Chapter 4


 わずかな気流に扉がずれて、蝶番が軋みをあげる。
 こちらに背を向けたまま、青年が首を傾げたように見えた。わずかに揺れた白銀の短髪が、眩くもやわらかな燭火を弾く。弾かれた燭火は雫のように滴って、青年の纏う深緋を濡らす。深緋は身を起こし、立ち上がる。祭壇に背を向け、扉へと歩み出し、深緋は整った靴音を響かせる。無数の燭火は、瞬き、ゆらめくことを繰り返して、礼拝堂を塗り潰す。その眩さが深緋の顔を影とするから、深緋の表情がわからない。

「アンスガル」

 擦れ違い様、深緋に呼びかけようとした。

「失礼する」

 返答ですらない声音だけを落とし、歩を緩めることもなく、深緋は去っていく。
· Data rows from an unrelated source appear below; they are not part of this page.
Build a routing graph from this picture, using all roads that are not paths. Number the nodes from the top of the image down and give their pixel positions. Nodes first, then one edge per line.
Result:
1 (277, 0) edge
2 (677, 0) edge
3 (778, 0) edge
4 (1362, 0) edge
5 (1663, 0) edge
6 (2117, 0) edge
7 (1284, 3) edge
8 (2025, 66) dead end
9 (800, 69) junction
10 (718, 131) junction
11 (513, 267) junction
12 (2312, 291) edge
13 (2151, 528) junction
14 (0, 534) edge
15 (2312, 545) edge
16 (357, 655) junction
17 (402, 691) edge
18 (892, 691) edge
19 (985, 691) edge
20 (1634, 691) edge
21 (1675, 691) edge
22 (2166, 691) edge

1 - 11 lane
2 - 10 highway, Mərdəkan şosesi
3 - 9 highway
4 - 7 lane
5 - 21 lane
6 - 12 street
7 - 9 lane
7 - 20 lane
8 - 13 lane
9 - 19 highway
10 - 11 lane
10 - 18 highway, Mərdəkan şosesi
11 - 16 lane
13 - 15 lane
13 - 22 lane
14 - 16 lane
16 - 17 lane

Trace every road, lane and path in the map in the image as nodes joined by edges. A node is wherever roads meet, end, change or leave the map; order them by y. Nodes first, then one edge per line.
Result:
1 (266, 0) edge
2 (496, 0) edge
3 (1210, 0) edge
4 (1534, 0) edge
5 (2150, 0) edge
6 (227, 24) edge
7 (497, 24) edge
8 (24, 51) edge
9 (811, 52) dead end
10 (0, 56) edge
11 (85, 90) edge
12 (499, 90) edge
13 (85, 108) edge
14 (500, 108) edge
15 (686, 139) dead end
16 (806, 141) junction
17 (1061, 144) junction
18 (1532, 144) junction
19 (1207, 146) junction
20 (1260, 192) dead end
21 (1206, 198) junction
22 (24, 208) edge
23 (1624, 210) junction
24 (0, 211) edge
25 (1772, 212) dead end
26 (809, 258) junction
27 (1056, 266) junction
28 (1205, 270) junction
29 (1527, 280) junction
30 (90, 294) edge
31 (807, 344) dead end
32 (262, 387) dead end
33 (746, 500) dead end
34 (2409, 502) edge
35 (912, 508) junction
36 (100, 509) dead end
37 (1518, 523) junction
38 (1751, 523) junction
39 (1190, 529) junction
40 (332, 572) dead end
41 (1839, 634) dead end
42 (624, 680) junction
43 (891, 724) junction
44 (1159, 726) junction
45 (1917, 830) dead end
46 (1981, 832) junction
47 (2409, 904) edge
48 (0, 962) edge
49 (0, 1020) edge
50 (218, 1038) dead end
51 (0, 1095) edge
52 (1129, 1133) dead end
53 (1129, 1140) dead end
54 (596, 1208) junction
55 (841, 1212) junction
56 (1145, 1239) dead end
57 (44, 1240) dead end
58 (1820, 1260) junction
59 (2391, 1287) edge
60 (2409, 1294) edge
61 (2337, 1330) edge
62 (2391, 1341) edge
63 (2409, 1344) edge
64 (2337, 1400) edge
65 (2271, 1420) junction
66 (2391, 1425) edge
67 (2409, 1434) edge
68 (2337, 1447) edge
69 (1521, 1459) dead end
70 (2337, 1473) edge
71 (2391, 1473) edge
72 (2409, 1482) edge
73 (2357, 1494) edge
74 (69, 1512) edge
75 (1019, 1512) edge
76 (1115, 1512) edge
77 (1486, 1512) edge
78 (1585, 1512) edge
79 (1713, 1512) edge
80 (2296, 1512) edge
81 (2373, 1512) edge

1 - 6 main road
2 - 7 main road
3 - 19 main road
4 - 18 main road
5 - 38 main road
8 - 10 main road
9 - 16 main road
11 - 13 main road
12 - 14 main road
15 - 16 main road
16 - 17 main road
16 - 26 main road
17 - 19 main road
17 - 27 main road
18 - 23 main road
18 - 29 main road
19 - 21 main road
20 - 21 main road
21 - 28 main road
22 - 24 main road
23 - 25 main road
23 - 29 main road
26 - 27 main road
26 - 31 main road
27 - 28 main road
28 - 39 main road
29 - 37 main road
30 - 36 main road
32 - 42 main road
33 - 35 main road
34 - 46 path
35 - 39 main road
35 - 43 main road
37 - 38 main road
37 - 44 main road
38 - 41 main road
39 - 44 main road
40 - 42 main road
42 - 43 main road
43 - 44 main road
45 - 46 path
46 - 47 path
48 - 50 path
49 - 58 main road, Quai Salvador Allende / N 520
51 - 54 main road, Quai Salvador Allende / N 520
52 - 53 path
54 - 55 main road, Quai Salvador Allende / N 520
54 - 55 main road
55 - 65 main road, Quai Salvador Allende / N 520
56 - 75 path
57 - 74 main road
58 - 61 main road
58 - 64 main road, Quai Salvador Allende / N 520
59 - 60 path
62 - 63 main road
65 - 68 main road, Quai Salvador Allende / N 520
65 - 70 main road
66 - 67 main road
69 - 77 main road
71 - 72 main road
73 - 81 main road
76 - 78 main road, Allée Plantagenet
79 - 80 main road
呼び止めることもできずに立ち尽くしていると、遠のいていく靴音の残響が消え、周囲に静寂が充満する。
燭火に誘われるように、扉をくぐった。行き場なく渦巻いている燭火の瞬きと、嗅覚を塞ぐような噎せるような花の香に、眩暈を覚える。
 祭壇の前の床には白の花が敷き詰められ、少女が横たえられていた。
この口が花嫁と呼んだこともある少女を埋めている花の海に、握っていたはずの手から花束が滑り落ちる。少女というかたちをした途絶に圧倒され、夢見るように瞼を落としている少女を前にしても、ただ立っていることしかできない。
 砂糖菓子のようであったヴェッターグレンの姫君は、砂糖菓子のようであるままに、腐りかけた花の海に沈んでいた。唇に刷かれた紅は燭火に曝されて艶めいている。静止した唇に眼を這わせると、ゆるやかな曲線の片隅で、乾いた砂壁が剥がれたかのように、紅の艶がわずかに欠けていた。